Outro denunciado do núcleo 2, o ex-diretor geral da Polícia Rodoviária Federal (PRF), Silvinei Vasques, também solicitou autorização para acompanhar a análise na semana que vem, mas desistiu de comparecer.

Quando o relator Moraes pediu esclarecimentos sobre onde Silvinei ficaria hospedado em Brasília, a defesa encaminhou uma desistência da solicitação. A alegação é a exposição midiática e de imagem do julgamento e a possibilidade de que o STF entenda que ele descumpriu as medidas cautelares.
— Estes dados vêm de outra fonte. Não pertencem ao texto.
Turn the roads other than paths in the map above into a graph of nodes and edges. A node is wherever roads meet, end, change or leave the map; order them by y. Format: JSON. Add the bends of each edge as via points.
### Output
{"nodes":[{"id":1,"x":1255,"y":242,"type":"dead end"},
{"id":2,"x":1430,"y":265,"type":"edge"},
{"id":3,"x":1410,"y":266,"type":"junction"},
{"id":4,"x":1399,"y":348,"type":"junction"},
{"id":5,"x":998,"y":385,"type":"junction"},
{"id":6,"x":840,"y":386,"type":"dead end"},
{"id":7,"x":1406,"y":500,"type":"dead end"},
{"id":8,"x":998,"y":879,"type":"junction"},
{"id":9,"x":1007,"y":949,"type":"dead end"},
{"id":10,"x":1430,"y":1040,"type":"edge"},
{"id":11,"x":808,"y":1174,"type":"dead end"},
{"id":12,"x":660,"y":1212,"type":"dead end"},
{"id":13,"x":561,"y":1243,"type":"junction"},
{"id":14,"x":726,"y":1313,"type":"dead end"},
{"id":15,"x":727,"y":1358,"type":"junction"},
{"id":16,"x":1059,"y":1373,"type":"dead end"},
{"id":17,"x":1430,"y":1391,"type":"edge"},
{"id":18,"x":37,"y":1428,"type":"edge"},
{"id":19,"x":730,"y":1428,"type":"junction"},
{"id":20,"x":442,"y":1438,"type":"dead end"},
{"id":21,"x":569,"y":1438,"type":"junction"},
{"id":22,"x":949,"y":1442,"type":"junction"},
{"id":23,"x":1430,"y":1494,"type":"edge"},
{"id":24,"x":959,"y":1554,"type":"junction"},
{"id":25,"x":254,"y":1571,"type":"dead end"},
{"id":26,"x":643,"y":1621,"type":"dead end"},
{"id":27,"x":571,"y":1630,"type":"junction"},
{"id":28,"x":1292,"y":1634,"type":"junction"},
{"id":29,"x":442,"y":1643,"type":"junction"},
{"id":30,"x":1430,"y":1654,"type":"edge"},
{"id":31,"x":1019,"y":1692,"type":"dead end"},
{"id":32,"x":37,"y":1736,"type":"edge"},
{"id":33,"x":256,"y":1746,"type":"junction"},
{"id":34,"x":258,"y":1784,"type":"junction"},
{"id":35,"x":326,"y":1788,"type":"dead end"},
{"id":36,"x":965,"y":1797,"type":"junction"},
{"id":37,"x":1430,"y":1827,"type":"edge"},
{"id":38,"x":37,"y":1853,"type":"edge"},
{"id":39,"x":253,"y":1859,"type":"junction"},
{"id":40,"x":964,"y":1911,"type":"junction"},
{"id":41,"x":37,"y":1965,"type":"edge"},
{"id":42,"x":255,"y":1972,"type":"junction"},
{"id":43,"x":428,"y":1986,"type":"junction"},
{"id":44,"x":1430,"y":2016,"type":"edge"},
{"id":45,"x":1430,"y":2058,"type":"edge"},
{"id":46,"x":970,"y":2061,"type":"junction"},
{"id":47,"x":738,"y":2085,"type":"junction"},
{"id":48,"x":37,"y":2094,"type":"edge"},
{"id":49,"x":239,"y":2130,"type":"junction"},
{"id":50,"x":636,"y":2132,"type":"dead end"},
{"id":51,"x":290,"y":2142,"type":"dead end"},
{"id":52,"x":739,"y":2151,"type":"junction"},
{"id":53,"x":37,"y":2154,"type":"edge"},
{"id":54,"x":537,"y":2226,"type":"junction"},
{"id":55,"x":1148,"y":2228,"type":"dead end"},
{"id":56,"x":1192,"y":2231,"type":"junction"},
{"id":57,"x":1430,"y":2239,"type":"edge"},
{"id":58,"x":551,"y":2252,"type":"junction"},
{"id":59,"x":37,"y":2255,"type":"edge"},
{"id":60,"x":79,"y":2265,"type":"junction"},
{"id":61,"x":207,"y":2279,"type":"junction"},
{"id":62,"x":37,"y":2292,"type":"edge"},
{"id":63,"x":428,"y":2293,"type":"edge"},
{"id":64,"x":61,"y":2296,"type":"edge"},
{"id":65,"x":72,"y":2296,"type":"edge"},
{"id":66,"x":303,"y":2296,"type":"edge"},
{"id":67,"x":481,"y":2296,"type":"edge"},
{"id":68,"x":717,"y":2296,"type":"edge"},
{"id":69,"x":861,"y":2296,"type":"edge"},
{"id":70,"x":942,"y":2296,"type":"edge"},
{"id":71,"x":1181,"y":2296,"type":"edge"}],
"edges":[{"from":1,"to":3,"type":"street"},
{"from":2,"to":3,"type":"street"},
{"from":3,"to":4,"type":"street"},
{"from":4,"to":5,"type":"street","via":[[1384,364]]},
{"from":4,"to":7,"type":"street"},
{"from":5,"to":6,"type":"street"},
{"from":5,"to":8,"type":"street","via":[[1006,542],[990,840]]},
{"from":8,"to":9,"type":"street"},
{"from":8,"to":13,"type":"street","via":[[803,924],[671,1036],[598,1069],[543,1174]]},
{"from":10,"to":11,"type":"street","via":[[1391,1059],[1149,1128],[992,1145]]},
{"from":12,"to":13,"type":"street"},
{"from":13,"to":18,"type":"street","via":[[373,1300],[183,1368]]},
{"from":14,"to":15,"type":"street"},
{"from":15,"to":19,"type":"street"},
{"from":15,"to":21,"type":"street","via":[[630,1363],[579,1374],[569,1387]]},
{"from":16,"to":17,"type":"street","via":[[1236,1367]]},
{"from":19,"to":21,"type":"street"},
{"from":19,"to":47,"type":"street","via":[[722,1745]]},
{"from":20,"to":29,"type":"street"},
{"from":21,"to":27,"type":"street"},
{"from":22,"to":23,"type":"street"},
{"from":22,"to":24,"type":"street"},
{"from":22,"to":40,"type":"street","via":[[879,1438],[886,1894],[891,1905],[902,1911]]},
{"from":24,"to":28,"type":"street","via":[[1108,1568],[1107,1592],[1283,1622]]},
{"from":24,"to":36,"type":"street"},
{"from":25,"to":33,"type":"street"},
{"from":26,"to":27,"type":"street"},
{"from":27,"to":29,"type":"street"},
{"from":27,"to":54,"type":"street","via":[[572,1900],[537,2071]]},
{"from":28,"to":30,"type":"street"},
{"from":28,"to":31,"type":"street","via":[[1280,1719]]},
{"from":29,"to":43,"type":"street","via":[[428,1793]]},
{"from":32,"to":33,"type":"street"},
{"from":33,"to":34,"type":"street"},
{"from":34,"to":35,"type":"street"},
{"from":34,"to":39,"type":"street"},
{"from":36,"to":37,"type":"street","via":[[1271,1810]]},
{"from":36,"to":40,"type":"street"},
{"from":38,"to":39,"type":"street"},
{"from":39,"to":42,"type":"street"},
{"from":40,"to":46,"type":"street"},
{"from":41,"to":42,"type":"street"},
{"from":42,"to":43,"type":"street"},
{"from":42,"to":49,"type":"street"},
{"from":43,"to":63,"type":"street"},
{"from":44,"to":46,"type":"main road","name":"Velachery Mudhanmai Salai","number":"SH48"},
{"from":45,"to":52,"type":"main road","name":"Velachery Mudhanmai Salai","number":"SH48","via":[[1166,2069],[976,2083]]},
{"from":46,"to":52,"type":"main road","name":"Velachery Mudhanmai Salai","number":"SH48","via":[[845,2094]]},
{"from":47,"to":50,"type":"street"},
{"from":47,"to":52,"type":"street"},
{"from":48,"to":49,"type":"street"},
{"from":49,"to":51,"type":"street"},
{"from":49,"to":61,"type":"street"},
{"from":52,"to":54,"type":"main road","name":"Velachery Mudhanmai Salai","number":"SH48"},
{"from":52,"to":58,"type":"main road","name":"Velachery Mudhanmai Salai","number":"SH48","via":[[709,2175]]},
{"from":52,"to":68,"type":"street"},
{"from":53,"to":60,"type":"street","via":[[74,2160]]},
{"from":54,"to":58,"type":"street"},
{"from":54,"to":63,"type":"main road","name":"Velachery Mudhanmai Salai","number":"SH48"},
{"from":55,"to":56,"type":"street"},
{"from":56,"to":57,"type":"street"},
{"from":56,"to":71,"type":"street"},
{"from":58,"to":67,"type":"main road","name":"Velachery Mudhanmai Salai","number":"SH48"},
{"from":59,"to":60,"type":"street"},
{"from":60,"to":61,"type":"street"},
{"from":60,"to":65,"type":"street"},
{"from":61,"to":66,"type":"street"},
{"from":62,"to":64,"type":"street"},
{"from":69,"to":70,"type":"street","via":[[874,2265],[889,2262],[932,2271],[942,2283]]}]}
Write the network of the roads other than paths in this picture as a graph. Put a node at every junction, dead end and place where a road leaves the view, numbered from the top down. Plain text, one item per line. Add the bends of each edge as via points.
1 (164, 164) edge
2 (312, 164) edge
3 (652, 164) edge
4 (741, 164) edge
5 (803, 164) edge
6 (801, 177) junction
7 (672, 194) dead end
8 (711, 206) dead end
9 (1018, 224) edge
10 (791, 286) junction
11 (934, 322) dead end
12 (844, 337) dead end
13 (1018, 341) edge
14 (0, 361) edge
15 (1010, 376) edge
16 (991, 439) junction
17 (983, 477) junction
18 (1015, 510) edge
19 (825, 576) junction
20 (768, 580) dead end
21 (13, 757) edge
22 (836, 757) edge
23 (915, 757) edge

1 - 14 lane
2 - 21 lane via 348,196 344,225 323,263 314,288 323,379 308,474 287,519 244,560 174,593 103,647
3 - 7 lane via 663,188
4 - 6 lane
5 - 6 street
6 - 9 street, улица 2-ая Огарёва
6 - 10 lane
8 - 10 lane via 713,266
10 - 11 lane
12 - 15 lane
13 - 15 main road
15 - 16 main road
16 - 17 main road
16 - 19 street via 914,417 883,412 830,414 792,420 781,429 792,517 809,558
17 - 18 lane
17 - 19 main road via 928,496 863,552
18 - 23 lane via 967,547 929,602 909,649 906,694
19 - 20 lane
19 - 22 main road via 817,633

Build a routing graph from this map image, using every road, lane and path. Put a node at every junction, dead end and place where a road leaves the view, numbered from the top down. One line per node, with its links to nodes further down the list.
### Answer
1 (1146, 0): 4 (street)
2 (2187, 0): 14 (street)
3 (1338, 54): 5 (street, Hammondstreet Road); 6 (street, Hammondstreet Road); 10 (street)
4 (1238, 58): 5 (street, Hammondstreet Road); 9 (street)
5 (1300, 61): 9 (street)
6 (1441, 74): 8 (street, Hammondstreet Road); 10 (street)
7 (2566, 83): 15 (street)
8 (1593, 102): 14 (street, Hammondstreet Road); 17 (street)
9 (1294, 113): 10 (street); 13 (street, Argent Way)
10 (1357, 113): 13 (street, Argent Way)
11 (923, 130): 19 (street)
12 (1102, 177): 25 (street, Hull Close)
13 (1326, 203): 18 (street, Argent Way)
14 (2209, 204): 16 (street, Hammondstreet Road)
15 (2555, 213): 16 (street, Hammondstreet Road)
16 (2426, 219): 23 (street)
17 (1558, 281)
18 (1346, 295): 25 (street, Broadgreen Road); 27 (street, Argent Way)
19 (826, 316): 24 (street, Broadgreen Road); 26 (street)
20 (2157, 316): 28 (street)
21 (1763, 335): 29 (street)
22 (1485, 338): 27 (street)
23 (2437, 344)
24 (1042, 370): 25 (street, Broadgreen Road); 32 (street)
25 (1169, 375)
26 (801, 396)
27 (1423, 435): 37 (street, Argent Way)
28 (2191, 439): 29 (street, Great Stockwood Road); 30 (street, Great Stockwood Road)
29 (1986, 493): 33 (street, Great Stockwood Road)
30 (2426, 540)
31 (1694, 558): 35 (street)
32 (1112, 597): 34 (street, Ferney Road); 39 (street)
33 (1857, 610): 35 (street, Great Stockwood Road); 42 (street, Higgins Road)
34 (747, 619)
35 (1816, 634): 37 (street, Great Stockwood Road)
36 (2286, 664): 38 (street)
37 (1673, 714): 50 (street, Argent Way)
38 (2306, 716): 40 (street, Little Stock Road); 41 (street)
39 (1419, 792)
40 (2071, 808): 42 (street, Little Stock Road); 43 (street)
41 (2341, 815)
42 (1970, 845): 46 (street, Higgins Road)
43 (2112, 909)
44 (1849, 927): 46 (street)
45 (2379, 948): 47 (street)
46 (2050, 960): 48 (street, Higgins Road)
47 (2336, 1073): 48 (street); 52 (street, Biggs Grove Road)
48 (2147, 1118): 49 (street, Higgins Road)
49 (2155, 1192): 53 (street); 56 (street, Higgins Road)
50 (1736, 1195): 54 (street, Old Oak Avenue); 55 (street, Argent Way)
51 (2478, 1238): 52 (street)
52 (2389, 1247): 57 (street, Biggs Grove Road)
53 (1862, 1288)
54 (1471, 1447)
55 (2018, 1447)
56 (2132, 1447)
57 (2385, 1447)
"É certo que a imprensa se fará presente no local designado para ocorrência da solenidade, motivo pelo qual, objetivando-se evitar qualquer tipo de prejuízo à integridade das cautelares em vigência, chegou-se à conclusão de que seu não comparecimento é a medida mais acertada", escreveram os advogados.

Julgamento dos núcleos denunciados pela PGR por golpe de Estado:

Núcleo 1: denúncia aceita em 26 de março;

Núcleo 2: julgamento marcado para os dias 22 e 23 de abril;

Núcleo 3: julgamento marcado para os dias 20 e 21 de maio;

Núcleo 4: julgamento marcado para os dias 6 e 7 de maio.